Myrtle, I’m locked and loaded

I’m off, on Tuesday, for a week of golf in Myrtle Beach.  This little jaunt is strictly in the service of you, my dear reader(s), as I intend to write a full accounting of my exploits in these pages, along with some video footage – provided I can figure out how to use my nifty HD camera.  Seriously, this thing is smaller than a large pack of smokes, but you need a doctorate to be able to understand how it works, and how to download your footage onto a useable device.   (In fact, the word “footage” is wrong, since you record to a little disc that’s about 1/12 of a foot wide.)

Anyway, as I’m packing, I’m thinking about all the golf trips I’ve taken over the years, and how different packing for such a journey is today, compared to 42 years ago.
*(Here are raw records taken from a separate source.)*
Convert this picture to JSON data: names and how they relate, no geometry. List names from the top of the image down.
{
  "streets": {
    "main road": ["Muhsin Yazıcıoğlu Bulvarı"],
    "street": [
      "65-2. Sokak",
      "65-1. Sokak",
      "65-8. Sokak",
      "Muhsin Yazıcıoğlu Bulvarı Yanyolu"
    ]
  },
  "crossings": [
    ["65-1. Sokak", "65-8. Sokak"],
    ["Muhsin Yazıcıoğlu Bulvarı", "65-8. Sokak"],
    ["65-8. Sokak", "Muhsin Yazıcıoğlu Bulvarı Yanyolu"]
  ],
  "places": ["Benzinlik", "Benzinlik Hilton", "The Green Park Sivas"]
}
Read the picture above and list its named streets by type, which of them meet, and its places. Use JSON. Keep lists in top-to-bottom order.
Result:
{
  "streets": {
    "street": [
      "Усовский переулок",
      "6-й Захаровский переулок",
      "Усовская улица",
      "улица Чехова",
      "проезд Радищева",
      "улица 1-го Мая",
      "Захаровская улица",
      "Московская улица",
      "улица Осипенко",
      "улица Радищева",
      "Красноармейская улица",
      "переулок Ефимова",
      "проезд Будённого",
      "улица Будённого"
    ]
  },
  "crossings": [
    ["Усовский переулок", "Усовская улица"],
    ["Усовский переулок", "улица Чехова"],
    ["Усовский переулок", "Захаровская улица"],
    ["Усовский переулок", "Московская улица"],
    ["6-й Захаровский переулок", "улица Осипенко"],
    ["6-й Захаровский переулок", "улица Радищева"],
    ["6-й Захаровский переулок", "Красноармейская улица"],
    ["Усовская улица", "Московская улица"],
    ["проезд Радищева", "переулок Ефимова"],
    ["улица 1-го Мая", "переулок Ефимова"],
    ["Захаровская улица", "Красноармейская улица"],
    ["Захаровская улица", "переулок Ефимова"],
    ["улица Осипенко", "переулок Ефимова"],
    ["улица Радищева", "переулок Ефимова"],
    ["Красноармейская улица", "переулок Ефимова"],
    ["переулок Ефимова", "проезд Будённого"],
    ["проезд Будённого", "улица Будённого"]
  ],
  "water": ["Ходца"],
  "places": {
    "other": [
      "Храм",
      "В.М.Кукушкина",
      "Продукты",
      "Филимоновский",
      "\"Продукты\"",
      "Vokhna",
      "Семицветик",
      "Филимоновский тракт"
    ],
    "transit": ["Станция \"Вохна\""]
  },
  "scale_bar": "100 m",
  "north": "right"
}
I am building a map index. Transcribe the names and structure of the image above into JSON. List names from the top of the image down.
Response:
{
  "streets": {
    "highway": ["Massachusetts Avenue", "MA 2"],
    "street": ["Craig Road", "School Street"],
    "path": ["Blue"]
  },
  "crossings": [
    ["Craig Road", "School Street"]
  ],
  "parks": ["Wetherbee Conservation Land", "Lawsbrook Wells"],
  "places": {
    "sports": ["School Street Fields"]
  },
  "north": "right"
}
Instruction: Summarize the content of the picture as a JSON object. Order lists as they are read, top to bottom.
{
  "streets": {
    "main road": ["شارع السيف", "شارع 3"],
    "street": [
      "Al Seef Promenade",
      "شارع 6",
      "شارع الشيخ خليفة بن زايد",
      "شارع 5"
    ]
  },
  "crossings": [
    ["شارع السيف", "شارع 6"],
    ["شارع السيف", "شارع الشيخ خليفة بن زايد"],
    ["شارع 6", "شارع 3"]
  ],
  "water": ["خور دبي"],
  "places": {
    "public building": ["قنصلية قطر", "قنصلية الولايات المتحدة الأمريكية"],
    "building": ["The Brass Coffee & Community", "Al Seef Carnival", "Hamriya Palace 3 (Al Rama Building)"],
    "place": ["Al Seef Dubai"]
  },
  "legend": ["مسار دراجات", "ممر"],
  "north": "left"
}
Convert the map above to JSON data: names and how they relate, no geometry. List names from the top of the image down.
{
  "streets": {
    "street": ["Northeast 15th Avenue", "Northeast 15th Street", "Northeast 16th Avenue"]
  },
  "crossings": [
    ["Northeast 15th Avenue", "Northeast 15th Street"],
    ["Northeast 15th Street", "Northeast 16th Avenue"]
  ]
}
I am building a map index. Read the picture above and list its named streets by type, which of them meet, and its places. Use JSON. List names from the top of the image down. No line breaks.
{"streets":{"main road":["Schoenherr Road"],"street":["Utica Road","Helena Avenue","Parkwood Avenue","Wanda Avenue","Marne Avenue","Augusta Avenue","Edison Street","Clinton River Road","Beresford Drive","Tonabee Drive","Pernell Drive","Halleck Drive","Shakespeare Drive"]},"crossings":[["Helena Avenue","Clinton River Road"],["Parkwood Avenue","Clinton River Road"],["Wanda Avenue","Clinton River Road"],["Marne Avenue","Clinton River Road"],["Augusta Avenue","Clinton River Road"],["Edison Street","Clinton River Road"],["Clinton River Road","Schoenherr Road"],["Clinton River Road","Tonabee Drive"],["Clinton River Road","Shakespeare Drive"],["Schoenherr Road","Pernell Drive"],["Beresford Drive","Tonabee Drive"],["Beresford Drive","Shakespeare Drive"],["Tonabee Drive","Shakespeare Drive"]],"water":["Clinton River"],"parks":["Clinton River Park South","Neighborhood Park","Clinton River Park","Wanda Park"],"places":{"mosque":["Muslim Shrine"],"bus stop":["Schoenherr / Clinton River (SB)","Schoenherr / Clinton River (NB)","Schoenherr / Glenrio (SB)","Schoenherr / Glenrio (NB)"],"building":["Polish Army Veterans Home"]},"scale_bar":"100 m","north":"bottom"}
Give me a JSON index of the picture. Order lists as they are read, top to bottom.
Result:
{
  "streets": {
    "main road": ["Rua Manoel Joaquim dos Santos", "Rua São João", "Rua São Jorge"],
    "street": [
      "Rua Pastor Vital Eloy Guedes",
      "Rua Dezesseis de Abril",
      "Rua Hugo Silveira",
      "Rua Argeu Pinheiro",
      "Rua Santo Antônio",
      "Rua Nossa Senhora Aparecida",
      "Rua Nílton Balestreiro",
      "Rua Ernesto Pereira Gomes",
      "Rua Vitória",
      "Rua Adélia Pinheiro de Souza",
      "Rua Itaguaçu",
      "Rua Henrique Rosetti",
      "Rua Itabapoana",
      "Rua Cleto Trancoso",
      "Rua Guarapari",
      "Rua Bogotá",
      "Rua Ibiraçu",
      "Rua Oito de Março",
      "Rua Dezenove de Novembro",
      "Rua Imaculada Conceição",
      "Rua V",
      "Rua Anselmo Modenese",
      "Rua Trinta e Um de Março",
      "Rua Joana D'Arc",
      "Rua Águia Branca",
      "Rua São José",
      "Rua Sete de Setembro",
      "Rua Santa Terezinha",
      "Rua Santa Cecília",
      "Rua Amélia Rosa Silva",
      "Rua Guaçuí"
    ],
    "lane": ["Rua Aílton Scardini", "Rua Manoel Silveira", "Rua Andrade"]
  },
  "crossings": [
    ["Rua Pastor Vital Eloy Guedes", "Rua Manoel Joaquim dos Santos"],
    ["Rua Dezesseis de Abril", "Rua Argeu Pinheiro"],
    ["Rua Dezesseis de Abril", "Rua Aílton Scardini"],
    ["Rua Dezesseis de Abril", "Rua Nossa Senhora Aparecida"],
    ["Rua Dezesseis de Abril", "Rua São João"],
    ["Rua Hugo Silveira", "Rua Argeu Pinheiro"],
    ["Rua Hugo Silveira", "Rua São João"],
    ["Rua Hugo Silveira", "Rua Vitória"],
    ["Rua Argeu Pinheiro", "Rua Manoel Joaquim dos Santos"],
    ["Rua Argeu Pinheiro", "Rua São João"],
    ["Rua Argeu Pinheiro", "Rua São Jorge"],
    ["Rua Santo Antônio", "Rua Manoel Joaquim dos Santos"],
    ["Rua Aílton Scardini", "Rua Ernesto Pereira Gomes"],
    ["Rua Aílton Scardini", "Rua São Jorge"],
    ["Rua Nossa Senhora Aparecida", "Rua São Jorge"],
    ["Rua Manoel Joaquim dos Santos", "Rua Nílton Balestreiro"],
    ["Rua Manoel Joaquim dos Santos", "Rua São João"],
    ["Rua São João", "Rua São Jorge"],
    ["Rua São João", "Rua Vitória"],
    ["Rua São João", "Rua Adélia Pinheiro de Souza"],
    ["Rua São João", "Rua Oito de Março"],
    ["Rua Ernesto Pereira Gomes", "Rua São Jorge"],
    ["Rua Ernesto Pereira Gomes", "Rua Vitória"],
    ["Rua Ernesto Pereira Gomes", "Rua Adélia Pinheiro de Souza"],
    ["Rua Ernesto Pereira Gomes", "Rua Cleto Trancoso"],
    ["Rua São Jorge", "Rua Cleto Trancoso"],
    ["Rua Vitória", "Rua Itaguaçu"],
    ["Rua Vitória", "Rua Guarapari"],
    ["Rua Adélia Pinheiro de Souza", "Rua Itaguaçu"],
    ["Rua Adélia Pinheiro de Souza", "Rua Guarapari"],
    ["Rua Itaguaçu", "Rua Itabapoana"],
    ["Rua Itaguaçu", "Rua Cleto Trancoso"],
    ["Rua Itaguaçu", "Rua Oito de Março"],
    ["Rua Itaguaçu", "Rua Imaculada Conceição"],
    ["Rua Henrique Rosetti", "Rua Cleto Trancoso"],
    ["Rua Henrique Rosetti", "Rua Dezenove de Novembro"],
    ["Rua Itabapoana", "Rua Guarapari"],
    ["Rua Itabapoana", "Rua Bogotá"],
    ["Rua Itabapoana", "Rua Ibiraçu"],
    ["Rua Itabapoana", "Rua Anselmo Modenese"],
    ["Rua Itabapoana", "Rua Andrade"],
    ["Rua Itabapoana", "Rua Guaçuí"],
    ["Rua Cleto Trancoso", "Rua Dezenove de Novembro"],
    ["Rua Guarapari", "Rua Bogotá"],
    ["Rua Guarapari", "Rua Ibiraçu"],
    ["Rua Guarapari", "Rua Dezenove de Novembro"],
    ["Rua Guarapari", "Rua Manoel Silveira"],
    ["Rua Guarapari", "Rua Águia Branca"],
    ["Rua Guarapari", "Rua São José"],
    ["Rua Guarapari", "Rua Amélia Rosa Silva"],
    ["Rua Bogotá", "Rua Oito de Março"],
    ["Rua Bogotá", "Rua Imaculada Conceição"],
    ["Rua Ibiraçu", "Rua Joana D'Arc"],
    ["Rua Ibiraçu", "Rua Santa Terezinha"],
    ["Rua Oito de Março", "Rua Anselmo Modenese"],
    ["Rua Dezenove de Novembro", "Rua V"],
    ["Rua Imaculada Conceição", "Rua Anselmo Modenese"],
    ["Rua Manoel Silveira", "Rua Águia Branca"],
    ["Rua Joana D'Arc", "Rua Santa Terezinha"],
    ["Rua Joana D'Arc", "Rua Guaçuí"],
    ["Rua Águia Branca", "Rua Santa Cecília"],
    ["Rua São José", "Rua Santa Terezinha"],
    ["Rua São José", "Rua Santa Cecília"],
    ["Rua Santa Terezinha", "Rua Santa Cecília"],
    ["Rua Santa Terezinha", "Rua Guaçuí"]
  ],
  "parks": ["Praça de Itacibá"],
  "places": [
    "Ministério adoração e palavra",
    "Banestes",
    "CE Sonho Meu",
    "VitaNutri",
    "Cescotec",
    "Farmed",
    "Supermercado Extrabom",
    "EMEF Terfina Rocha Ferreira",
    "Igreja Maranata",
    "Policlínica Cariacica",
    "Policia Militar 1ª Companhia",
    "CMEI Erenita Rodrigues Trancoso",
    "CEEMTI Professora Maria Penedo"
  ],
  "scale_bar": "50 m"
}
The first pure “golf trip” I ever took was in 1974, to Delray Beach.  My friend Paul’s parents had a house there, and four of us went for a week.  We played a different course each day.  A couple of the courses were part of spanking new housing developments, and we had to pretend we were keenly interested in buying a bungalow before they’d ding us $25 for the greens fee.  Of course, four guys in their early 20’s, showing up in Munsingwear shirts and saddle shoes with flaps and little nails on the bottom, do not really look like home-buyers.   But at least the sales people got to add four numbers to their “sales visit” quota.

Even though I now plan a packing list for each trip I take, I wasn’t that organized or anal back in 1974, so I can’t say for sure what I took with me.  But I bet it was a lot less than I pack today.  Like, maybe two golf shirts, two pairs of shorts, one pair of long pants (Sansabelt), two sweaters, one dress shirt, sneakers, loafers, one pair of golf shoes, and a blazer and tie for restaurants.  In addition to regular toiletries, I would take a large bottle of Coppertone Deep Tanning lotion – the exact opposite of sunscreen, which hadn’t been invented, much less conceived, in 1974.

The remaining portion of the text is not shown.